Bounding box coordinate data:
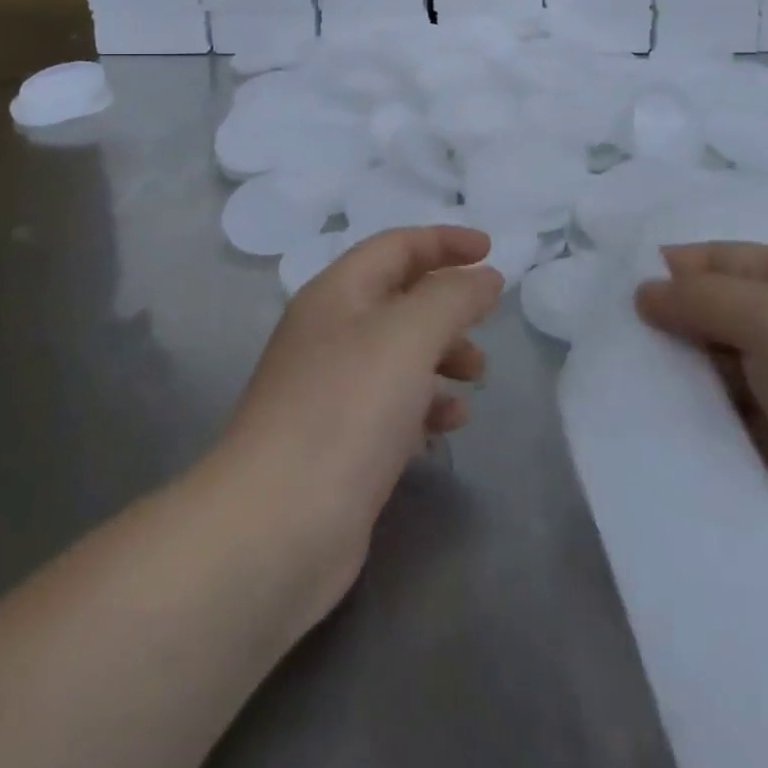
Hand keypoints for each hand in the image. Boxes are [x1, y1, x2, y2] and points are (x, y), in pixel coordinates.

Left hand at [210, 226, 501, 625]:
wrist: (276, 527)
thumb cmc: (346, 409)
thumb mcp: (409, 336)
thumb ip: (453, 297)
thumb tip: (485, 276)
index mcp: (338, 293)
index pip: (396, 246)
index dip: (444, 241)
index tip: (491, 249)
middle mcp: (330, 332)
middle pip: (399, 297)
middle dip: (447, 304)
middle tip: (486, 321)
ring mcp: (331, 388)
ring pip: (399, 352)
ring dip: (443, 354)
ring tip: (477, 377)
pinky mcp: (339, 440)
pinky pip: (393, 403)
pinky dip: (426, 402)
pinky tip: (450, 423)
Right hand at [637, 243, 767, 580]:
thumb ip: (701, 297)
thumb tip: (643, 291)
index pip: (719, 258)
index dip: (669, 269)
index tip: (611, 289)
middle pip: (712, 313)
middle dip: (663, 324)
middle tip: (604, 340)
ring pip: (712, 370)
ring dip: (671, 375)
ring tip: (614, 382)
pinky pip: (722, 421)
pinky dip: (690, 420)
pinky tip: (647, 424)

* * *

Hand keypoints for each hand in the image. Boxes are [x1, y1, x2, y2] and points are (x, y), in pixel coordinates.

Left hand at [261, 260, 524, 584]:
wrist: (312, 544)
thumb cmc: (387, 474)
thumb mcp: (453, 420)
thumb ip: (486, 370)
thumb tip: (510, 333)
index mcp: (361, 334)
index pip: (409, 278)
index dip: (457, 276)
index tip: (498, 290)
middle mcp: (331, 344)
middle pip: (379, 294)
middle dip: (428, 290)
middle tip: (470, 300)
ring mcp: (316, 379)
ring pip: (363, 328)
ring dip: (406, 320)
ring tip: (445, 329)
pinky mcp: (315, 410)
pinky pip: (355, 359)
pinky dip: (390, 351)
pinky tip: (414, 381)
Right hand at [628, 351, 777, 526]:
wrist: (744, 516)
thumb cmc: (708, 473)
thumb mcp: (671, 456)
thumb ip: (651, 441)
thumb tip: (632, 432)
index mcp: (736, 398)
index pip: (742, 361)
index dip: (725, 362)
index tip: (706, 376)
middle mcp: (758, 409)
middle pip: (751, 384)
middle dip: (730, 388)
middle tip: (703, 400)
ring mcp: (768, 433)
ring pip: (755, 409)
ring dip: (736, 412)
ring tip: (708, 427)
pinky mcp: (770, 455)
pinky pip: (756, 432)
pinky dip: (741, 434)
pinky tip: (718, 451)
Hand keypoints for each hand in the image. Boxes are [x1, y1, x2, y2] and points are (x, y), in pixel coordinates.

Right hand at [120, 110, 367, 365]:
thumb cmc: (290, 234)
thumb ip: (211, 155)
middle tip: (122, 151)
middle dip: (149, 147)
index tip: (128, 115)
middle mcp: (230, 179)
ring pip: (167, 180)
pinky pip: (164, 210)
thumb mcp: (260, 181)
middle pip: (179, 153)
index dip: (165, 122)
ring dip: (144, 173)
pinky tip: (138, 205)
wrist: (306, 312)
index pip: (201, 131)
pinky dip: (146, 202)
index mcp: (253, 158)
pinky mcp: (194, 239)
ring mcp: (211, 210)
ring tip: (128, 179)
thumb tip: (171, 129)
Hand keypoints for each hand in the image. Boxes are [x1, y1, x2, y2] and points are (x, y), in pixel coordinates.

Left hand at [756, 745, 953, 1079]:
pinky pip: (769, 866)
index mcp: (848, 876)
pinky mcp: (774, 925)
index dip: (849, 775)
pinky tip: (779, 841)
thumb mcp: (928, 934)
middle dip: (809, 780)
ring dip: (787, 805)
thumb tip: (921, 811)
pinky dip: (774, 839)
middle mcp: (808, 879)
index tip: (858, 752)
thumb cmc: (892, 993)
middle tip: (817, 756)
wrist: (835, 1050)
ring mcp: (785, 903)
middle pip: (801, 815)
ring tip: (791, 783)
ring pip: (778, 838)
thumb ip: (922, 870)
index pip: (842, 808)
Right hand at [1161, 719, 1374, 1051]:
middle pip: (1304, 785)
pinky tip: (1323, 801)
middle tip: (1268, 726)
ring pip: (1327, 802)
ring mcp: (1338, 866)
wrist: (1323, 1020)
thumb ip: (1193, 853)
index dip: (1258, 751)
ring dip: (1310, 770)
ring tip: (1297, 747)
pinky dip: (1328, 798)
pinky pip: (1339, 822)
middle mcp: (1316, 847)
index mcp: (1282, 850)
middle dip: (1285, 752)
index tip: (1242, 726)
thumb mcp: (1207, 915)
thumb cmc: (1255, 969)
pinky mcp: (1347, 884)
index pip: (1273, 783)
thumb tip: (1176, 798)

> _Assignment_: Respond with a number only, please: how many lines in this data include the word "wrist".

> _Solution to this problem_: 6